The Ventriloquist

A ventriloquist was driving through Texas when he has some car trouble near a small town. He pulled into the local service station and the mechanic said he could have the car fixed in about an hour. So the guy was looking for some way to kill some time when he spotted a local farmer with some of his animals wandering walking towards a market. So the ventriloquist thinks to himself, "I can spend a little time having some fun with this guy."

He walks up to the farmer and says, "Sir, this is a mighty fine-looking horse ya got here. Do you mind if I ask him a few questions?" The farmers said, "But that horse can't talk…"

And the ventriloquist went around to the front of the horse and said, "How do you like living on the farm? Then, in his best horse-voice, he made the horse appear to answer, "Its great, plenty of salt-licks and the works not too hard. They groom my mane every week, so I like it a lot."

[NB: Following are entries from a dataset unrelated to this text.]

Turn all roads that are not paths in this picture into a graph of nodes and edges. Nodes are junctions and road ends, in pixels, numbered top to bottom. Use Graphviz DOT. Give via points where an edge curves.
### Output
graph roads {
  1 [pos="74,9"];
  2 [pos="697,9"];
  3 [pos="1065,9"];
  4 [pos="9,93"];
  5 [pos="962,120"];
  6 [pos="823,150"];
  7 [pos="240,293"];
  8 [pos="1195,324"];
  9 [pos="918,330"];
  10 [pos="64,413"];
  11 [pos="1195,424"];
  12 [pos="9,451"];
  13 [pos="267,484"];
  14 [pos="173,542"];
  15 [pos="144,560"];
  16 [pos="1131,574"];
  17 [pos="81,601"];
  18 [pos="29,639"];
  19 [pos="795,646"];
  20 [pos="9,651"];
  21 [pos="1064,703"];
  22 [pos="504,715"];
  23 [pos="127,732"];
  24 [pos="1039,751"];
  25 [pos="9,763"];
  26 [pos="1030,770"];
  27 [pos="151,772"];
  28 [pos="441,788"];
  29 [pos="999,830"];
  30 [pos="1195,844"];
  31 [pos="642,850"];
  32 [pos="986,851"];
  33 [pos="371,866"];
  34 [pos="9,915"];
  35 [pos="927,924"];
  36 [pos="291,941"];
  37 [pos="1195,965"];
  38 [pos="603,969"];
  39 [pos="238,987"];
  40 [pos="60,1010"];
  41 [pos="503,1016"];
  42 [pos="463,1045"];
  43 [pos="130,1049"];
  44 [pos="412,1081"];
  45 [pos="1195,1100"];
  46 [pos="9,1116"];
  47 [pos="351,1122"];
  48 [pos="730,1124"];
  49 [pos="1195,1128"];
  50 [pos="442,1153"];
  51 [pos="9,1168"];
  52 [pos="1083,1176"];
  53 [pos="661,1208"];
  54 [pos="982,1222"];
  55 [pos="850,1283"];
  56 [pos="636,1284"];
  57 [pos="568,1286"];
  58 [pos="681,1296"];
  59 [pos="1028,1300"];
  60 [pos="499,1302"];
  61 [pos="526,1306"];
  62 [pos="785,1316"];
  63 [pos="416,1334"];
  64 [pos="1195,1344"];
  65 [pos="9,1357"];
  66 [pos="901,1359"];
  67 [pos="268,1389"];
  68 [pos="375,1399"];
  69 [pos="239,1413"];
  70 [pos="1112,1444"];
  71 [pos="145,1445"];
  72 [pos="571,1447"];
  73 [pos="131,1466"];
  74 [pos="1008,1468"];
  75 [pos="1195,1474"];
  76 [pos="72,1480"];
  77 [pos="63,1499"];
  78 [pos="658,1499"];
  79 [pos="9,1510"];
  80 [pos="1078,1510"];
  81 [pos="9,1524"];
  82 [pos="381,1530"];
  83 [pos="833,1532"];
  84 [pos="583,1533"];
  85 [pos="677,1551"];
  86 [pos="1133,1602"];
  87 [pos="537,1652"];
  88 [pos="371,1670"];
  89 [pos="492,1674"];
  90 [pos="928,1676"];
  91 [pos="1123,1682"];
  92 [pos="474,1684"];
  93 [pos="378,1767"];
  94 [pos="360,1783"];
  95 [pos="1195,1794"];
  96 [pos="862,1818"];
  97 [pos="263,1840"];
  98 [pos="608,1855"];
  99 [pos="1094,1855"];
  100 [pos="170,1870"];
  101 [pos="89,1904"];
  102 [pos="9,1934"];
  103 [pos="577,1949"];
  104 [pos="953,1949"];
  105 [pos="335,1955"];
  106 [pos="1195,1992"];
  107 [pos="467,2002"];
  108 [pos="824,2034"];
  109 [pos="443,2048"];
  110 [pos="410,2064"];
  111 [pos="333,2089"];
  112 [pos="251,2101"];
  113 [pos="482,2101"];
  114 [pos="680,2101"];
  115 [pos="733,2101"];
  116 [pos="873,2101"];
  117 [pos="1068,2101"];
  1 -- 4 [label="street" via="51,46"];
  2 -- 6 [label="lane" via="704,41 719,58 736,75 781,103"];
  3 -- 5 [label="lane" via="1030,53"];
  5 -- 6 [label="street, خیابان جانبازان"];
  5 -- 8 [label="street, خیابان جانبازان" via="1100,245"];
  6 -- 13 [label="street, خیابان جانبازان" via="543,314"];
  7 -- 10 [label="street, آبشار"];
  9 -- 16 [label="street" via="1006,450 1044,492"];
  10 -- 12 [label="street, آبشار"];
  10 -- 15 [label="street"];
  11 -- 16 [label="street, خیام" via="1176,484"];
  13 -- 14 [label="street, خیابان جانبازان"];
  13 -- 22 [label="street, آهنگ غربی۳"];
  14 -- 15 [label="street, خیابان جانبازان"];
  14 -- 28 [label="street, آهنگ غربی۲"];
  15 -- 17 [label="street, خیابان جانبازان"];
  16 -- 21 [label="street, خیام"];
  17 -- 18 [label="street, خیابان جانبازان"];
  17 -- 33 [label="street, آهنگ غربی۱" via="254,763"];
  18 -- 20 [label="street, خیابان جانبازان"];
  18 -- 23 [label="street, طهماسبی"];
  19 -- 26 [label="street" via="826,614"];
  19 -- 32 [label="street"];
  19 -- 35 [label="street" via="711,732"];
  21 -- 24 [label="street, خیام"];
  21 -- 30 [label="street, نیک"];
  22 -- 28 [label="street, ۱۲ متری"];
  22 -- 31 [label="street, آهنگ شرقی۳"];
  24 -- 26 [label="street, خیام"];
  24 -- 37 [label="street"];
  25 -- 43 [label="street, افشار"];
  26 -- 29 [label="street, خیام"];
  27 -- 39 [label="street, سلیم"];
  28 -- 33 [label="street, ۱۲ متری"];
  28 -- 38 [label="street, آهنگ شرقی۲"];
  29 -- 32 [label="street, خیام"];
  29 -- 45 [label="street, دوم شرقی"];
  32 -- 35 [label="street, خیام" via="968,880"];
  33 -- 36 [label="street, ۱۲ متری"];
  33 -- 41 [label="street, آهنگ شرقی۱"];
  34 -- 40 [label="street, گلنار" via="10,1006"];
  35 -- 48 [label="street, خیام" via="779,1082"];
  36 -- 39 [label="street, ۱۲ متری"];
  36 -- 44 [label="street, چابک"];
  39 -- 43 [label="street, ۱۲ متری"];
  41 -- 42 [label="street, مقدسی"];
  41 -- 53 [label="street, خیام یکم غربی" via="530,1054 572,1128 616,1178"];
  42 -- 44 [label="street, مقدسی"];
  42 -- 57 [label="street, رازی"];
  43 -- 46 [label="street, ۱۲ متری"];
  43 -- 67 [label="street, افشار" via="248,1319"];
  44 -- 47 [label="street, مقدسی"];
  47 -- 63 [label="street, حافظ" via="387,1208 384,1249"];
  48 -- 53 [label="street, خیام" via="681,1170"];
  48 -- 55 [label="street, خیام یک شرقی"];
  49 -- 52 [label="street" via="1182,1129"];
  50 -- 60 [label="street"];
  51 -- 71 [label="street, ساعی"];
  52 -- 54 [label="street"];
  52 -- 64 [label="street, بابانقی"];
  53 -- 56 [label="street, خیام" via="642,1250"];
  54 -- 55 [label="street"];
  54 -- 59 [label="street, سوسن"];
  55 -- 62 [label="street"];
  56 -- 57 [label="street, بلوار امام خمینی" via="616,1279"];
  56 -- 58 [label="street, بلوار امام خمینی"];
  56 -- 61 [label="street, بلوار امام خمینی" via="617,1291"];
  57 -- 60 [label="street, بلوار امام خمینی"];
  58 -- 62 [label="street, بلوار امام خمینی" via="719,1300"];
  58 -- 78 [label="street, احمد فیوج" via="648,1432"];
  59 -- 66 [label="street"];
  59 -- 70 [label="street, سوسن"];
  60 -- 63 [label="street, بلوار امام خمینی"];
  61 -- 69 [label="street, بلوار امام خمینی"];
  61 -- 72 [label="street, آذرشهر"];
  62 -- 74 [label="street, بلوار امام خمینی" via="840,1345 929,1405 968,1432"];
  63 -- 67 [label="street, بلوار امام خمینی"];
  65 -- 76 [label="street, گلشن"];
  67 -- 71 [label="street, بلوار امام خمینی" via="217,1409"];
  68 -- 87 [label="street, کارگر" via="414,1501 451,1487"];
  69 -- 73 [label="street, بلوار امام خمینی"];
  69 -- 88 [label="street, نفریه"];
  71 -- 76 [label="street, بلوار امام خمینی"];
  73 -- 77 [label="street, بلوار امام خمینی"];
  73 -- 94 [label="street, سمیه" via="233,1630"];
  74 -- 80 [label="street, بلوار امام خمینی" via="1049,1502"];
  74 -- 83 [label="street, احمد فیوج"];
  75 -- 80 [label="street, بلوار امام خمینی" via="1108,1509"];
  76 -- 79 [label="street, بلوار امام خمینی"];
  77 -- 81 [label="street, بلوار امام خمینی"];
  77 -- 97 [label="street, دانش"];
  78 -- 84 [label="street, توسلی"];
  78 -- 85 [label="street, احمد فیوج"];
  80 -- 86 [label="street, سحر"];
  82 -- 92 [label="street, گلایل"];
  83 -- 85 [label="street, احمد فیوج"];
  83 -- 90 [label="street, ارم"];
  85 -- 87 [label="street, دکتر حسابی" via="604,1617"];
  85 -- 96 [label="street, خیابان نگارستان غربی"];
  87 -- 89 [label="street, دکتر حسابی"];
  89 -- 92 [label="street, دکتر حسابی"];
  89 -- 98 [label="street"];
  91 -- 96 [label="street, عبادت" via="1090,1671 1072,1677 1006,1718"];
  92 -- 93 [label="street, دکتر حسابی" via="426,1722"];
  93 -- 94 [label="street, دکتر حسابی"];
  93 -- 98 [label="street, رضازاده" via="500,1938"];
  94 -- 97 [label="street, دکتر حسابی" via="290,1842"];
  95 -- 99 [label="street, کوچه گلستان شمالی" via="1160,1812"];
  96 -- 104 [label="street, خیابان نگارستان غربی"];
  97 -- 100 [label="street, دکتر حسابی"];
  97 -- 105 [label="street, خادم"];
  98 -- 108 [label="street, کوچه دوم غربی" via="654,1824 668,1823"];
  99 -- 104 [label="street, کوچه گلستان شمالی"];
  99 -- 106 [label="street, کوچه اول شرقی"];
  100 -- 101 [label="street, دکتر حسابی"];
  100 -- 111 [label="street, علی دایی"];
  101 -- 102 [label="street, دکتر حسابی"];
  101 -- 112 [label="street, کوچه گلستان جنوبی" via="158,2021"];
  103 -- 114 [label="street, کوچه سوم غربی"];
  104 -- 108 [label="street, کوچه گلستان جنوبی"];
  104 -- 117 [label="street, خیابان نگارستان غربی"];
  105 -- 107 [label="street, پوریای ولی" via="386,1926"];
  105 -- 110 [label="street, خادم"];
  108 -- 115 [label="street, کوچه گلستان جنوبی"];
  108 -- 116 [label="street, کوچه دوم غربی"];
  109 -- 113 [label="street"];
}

The farmer was in total shock over his horse's new found voice when the ventriloquist said, "Mind if I ask your hound a question?" The farmer stammered a bit and said, "But the dog… it don't talk…" And so the man walked up to the dog and said, "How does this guy treat you?" "Oh," said the ventriloquist in his best dog-voice, "he's really nice. There's always food in my dish and he takes me hunting. Then his woman rubs my belly."

This confounded the farmer and so the ventriloquist said, "Look, I don't want to take any more of your time, but before I go, do you mind if I ask your sheep a question?"

And the farmer said, "That sheep there is a big, fat liar!"